Politics & Prejudices
More of Moroun’s lies in bridge battle
More trouble over un-bridged waters
Published: November 9, 2011
Contrary to what you might think, I have friends whose politics are different from mine. Last week, I got an angry and indignant letter from a longtime woman friend, now a rising star in the corporate world. She is Republican to her very core.
For many years, she worked for GOP causes and campaigns, and held positions in state government. I suspect we cancel each other out in most meaningful state and national elections.
She is a happy and easygoing person, with a far sunnier disposition than mine. But this time, she was angrier than I've ever seen her, and not at President Obama or the liberals.
My friend was raging at the "misinformation and outright lies," spread by Matty Moroun, his wife and son, and all the Permian-era creatures on their Ambassador Bridge payroll.

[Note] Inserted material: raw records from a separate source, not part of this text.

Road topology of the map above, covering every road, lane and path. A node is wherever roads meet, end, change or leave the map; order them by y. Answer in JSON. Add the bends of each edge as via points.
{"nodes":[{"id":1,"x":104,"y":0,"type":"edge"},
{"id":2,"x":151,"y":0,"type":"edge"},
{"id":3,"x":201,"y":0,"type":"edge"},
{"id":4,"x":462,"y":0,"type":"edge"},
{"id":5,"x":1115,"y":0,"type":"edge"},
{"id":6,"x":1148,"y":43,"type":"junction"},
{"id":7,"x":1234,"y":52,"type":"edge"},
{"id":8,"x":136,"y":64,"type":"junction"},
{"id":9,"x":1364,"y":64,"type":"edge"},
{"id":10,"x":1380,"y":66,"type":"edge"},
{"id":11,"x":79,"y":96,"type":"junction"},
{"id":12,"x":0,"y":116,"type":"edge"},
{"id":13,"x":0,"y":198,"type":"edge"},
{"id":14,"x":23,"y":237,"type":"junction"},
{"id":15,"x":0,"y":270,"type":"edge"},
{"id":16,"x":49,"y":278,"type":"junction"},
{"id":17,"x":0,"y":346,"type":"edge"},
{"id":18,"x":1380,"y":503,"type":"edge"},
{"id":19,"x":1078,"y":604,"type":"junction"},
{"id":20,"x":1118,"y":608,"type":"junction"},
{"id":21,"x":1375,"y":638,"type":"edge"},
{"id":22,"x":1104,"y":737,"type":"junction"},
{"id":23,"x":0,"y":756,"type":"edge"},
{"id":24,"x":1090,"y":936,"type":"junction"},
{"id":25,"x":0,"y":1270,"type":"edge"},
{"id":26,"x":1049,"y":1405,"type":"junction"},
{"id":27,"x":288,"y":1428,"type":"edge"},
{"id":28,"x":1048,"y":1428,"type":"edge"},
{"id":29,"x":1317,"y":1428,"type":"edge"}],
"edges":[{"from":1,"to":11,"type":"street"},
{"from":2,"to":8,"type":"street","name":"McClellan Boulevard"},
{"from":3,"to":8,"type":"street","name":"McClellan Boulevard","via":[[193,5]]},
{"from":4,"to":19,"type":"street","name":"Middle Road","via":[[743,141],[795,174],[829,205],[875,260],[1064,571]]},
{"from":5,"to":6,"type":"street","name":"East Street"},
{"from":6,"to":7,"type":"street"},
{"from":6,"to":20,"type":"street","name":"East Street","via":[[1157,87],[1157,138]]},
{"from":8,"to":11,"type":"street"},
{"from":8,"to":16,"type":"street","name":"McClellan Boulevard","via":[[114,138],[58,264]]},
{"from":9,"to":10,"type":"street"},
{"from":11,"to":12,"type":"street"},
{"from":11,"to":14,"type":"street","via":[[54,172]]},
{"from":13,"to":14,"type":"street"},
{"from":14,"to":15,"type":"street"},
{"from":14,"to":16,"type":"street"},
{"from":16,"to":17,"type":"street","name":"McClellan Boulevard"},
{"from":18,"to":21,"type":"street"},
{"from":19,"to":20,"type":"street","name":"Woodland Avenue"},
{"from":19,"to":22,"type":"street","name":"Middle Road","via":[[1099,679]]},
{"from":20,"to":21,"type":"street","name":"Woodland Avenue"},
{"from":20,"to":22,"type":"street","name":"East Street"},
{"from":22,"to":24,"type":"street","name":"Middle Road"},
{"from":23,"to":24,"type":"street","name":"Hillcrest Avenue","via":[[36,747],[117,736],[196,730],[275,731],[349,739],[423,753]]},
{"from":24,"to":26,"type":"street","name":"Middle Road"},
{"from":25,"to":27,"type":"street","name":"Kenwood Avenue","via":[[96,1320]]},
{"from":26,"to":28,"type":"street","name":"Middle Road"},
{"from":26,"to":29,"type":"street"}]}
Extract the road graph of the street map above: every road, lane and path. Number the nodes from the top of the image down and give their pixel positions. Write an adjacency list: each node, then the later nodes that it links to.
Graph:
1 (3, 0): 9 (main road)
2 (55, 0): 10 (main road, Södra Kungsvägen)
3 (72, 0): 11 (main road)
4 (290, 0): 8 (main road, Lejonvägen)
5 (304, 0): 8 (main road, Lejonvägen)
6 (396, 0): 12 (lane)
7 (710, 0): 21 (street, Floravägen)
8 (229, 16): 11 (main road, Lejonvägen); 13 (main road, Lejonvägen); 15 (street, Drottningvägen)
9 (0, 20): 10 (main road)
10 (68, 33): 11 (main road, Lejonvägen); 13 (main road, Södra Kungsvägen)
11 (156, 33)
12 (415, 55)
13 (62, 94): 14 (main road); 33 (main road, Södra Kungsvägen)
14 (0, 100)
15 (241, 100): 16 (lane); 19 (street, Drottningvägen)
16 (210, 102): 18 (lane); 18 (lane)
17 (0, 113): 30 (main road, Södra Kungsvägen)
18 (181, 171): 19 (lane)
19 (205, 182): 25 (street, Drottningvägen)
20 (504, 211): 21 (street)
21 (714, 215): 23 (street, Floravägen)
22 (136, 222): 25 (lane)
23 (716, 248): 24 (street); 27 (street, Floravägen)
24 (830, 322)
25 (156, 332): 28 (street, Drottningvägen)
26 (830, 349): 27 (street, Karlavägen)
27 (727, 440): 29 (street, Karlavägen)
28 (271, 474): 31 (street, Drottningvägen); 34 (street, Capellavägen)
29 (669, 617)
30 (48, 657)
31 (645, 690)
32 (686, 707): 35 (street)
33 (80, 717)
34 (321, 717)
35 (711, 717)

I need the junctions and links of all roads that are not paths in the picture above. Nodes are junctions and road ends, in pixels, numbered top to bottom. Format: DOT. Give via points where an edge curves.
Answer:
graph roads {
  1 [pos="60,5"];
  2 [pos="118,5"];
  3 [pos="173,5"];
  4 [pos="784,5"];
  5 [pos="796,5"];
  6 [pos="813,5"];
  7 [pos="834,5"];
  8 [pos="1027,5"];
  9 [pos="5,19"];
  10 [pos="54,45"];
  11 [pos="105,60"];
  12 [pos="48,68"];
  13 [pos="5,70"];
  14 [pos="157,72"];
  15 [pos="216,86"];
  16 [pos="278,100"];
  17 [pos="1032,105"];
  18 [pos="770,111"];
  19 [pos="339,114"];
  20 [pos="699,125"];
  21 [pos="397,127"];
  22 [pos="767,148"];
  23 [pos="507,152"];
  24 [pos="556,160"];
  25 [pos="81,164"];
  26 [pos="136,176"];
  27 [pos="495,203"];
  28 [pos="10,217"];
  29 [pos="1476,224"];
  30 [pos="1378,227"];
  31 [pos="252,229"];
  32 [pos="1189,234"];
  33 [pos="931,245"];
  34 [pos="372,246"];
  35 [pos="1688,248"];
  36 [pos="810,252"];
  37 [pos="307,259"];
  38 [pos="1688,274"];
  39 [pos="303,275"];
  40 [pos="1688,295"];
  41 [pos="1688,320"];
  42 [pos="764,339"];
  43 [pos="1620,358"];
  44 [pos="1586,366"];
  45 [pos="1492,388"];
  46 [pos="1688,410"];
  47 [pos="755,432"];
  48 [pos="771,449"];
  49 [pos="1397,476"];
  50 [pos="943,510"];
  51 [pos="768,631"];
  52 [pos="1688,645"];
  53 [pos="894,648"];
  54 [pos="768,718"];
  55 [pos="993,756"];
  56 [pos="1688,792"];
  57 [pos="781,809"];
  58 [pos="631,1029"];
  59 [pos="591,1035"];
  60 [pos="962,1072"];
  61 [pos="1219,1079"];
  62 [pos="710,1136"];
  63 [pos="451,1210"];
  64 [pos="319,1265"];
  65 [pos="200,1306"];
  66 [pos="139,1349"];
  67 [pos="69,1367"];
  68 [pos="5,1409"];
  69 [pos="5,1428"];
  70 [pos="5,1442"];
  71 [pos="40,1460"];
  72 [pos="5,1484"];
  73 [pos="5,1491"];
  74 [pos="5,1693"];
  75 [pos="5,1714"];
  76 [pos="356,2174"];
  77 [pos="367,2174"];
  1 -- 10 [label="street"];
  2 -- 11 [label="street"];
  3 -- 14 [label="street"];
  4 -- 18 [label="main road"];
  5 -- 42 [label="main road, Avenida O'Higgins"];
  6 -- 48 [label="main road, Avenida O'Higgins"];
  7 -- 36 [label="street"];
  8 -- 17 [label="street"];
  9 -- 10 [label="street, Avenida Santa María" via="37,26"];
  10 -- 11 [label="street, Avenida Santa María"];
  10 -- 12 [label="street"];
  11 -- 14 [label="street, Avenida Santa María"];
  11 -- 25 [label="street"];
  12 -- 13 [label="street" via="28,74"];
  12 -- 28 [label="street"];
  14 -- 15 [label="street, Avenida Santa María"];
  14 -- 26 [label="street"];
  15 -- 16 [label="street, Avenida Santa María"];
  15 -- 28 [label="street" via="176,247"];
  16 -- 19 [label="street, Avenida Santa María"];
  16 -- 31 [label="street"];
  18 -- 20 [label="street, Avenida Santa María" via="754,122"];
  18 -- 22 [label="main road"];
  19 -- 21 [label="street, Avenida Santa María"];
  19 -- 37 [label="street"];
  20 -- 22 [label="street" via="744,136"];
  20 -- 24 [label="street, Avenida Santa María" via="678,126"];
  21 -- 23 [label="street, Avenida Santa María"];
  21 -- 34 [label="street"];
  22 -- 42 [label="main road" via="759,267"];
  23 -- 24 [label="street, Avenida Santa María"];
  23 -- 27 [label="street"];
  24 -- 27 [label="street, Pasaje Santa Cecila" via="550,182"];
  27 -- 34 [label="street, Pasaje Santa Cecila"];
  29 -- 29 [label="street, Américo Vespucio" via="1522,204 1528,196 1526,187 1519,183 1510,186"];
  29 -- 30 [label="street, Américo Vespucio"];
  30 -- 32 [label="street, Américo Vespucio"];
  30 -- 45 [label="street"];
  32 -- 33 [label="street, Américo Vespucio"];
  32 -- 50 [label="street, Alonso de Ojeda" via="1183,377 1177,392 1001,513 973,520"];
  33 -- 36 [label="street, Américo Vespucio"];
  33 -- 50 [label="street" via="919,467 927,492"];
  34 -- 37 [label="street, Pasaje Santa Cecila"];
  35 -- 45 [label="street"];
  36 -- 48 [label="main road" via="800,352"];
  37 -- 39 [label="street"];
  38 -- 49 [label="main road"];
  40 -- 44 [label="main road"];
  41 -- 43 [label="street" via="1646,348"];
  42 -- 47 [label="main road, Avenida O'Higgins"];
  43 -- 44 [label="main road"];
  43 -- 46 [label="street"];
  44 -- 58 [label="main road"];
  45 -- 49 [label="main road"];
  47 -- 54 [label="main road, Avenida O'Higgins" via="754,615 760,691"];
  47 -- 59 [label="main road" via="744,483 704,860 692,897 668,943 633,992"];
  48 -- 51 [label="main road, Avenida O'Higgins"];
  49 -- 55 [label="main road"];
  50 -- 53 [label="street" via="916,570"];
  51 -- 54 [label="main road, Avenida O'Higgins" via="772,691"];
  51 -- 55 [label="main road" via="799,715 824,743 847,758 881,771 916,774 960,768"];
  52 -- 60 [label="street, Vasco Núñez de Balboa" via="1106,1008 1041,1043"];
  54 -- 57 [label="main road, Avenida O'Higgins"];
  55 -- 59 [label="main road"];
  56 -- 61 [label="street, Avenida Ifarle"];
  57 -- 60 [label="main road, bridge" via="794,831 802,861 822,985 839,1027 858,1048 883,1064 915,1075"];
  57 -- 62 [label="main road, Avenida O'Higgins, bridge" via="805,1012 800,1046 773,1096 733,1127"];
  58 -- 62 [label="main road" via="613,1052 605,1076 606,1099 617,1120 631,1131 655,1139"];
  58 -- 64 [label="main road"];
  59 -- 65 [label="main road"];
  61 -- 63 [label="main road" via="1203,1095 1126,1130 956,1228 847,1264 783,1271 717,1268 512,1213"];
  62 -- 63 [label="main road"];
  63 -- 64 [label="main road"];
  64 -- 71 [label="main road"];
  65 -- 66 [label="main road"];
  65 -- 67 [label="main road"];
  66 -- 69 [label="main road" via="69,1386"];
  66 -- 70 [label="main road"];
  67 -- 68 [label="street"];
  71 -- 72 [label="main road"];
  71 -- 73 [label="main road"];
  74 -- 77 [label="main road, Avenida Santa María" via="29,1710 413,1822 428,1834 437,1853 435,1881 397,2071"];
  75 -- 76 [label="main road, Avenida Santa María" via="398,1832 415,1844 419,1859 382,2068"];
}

"Lies! Loads of misinformation and outright lies," she wrote, enclosing a flier sent to her home by one of Matty Moroun's front organizations, Americans for Prosperity, a group funded by the infamous Koch brothers. "They deliberately use messaging that will get GOP voters in an uproar. They are intimidating public officials by telling them that they will all have primaries. They are papering over the truth with money," she wrote heatedly.
I looked at the flier. I've been covering campaigns of all sorts since the 1970s. Virtually all of them exaggerate, stretch the truth, demonize the opposition, etc. But I've never seen anything like this.
The flier urged voters to call their state senator and make sure he stays in line opposing any new bridge.
Why? Well, it claims that the bridge would mean $550 million in new debt to Canada (a lie; this is money they'd recoup from toll revenues when the new bridge generates them).
It claims the bridge would cost "$2.2 billion hard-earned tax dollars," which is an amazing and double lie, since A) the bridge would cost Michigan nothing and B) would actually mean we get $2.2 billion from Washington in matching highway money to fix our roads.
Finally, the Americans for Prosperity flier claims the new bridge would mean "$100 million in welfare-style community benefits giveaways," on which my Republican friend had scrawled "LIES!"
By the way, I cannot identify my source because she now works in the private sector, in a job that requires her not to take any public political position whatsoever. But I can say she has never steered me wrong in all the years I've known her.
"Community benefits aren't swimming pools," she said, something else Americans for Prosperity has been claiming. This woman is in a position to know; she has worked in high-level state positions and is familiar with what happens with major projects.